• _Work instructions_
Retype the whole listing exactly.
BEGIN Entries shown
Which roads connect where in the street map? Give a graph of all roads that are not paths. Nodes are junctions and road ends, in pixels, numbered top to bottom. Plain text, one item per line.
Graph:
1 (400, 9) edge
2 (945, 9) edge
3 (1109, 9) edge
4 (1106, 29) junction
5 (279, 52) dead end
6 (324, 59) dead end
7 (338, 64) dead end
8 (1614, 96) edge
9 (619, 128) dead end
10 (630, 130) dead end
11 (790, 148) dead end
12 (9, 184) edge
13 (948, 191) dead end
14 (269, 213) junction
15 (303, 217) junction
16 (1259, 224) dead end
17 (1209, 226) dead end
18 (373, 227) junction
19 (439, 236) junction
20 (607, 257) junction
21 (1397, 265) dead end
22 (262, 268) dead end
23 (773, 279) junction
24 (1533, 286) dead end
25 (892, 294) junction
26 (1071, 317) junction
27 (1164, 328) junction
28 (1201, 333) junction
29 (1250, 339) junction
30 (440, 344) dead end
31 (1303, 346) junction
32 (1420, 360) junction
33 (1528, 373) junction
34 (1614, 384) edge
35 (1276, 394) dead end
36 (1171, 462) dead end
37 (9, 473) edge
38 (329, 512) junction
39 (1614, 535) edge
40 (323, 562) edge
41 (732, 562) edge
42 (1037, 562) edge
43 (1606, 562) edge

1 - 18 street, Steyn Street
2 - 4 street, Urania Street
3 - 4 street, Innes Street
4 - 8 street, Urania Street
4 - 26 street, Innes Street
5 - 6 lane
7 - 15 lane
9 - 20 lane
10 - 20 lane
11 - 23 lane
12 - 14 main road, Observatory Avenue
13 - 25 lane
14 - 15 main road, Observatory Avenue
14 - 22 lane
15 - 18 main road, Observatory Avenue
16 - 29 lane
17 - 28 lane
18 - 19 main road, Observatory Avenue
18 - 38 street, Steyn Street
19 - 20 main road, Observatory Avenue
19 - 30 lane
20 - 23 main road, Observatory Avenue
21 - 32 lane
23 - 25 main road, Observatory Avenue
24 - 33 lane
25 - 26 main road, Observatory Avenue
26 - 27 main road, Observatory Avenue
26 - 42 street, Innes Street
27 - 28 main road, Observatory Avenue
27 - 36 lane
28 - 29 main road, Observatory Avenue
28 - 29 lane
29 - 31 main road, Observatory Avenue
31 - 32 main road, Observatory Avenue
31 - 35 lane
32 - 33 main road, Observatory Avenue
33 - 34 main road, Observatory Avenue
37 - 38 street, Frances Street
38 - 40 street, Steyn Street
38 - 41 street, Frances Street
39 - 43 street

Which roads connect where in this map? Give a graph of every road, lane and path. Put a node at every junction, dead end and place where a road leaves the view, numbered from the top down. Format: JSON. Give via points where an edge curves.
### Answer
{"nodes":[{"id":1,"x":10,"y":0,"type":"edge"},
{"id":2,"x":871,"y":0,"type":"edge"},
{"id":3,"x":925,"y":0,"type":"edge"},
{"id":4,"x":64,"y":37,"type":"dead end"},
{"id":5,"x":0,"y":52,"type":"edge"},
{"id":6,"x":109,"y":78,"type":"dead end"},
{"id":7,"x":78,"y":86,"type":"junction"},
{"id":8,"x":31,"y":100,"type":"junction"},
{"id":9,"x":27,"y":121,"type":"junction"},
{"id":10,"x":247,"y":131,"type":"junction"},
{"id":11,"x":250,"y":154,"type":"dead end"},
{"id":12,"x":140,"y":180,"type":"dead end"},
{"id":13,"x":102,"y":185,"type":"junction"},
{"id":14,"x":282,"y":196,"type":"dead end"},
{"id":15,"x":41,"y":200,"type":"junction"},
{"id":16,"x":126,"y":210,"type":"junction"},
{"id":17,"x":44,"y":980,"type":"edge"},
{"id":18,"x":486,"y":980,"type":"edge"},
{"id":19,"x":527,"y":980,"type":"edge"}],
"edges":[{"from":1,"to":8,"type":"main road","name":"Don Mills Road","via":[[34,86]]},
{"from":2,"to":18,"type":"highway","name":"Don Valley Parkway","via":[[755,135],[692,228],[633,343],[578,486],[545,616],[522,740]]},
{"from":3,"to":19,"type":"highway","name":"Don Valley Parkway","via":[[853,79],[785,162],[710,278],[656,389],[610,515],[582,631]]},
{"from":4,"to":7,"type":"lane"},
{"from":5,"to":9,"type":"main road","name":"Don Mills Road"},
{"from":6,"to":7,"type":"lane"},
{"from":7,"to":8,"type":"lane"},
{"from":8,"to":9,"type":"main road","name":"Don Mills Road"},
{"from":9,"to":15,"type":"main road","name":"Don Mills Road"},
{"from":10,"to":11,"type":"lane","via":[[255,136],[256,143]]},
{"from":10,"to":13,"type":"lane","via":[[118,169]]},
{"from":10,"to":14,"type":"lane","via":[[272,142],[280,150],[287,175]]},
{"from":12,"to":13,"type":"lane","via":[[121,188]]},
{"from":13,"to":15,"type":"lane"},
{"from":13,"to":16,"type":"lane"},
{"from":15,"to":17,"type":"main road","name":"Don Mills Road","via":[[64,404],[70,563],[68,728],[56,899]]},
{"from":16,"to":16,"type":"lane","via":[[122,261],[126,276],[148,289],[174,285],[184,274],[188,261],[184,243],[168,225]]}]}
END Entries shown
• _Task answer_
Which roads connect where in the street map? Give a graph of all roads that are not paths. Nodes are junctions and road ends, in pixels, numbered top to bottom. Plain text, one item per line.
Graph:
1 (400, 9) edge
2 (945, 9) edge
3 (1109, 9) edge
4 (1106, 29) junction
5 (279, 52) dead end
6 (324, 59) dead end
7 (338, 64) dead end
8 (1614, 96) edge
9 (619, 128) dead end
10 (630, 130) dead end
11 (790, 148) dead end
12 (9, 184) edge
13 (948, 191) dead end
14 (269, 213) junction
15 (303, 217) junction
16 (1259, 224) dead end
17 (1209, 226) dead end
18 (373, 227) junction
19 (439, 236) junction
20 (607, 257) junction
21 (1397, 265) dead end
22 (262, 268) dead end
23 (773, 279) junction
24 (1533, 286) dead end
25 (892, 294) junction
26 (1071, 317) junction
27 (1164, 328) junction
28 (1201, 333) junction
29 (1250, 339) junction
30 (440, 344) dead end
31 (1303, 346) junction
32 (1420, 360) junction
33 (1528, 373) junction
34 (1614, 384) edge
35 (1276, 394) dead end
36 (1171, 462) dead end
37 (9, 473) edge
38 (329, 512) junction
39 (1614, 535) edge
40 (323, 562) edge
41 (732, 562) edge
42 (1037, 562) edge
43 (1606, 562) edge

1 - 18 street, Steyn Street
2 - 4 street, Urania Street
3 - 4 street, Innes Street
4 - 8 street, Urania Street
4 - 26 street, Innes Street
5 - 6 lane
7 - 15 lane
9 - 20 lane
10 - 20 lane
11 - 23 lane
12 - 14 main road, Observatory Avenue
13 - 25 lane
14 - 15 main road, Observatory Avenue
14 - 22 lane
15 - 18 main road, Observatory Avenue
16 - 29 lane
17 - 28 lane
18 - 19 main road, Observatory Avenue
18 - 38 street, Steyn Street
19 - 20 main road, Observatory Avenue
19 - 30 lane
20 - 23 main road, Observatory Avenue
21 - 32 lane
23 - 25 main road, Observatory Avenue
24 - 33 lane
25 - 26 main road, Observatory Avenue
26 - 27 main road, Observatory Avenue
26 - 42 street, Innes Street
27 - 28 main road, Observatory Avenue
27 - 36 lane
28 - 29 main road, Observatory Avenue
28 - 29 lane
29 - 31 main road, Observatory Avenue
31 - 32 main road, Observatory Avenue
31 - 35 lane
32 - 33 main road, Observatory Avenue
33 - 34 main road, Observatory Avenue
37 - 38 street, Frances Street
38 - 40 street, Steyn Street
38 - 41 street, Frances Street
39 - 43 street

Which roads connect where in this map? Give a graph of every road, lane and path. Put a node at every junction, dead end and place where a road leaves the view, numbered from the top down. Format: JSON. Give via points where an edge curves.
### Answer
{"nodes":[{"id":1,"x":10,"y":0,"type":"edge"},
{"id":2,"x":871,"y":0,"type":"edge"},
{"id":3,"x":925,"y":0,"type":"edge"},
{"id":4,"x":64,"y":37,"type":"dead end"},
{"id":5,"x":0,"y":52,"type":"edge"},
{"id":6,"x":109,"y":78,"type":"dead end"},
{"id":7,"x":78,"y":86,"type":"junction"},
{"id":8,"x":31,"y":100,"type":"junction"},
{"id":9,"x":27,"y":121,"type":"junction"},
{"id":10,"x":247,"y":131,"type":"junction"},
{"id":11,"x":250,"y":154,"type":"dead end"},
{"id":12,"x":140,"y":180,"type":"dead end"},
{"id":13,"x":102,"y":185,"type":"junction"},
{"id":14,"x":282,"y":196,"type":"dead end"},
{"id":15,"x":41,"y":200,"type":"junction"},
{"id":16,"x":126,"y":210,"type":"junction"},
{"id":17,"x":44,"y":980,"type":"edge"},
{"id":18,"x":486,"y":980,"type":"edge"},
{"id":19,"x":527,"y":980,"type":"edge"}],
"edges":[{"from":1,"to":8,"type":"main road","name":"Don Mills Road","via":[[34,86]]},
{"from":2,"to":18,"type":"highway","name":"Don Valley Parkway","via":[[755,135],[692,228],[633,343],[578,486],[545,616],[522,740]]},
{"from":3,"to":19,"type":"highway","name":"Don Valley Parkway","via":[[853,79],[785,162],[710,278],[656,389],[610,515],[582,631]]},
{"from":4,"to":7,"type":"lane"},
{"from":5,"to":9,"type":"main road","name":"Don Mills Road"},
{"from":6,"to":7,"type":"lane"},
{"from":7,"to":8,"type":"lane"},
{"from":8,"to":9,"type":"main road","name":"Don Mills Road"},
{"from":9,"to":15,"type":"main road","name":"Don Mills Road"},
{"from":10,"to":11,"type":"lane","via":[[255,136],[256,143]]},
{"from":10,"to":13,"type":"lane","via":[[118,169]]},
{"from":10,"to":14,"type":"lane","via":[[272,142],[280,150],[287,175]]},
{"from":12,"to":13,"type":"lane","via":[[121,188]]},
{"from":13,"to":15,"type":"lane"},
{"from":13,"to":16,"type":"lane"},
{"from":15,"to":17,"type":"main road","name":"Don Mills Road","via":[[64,404],[70,563],[68,728],[56,899]]},
{"from":16,"to":16,"type":"lane","via":[[122,261],[126,276],[148,289],[174,285],[184,274],[188,261],[184,243],[168,225]]}]}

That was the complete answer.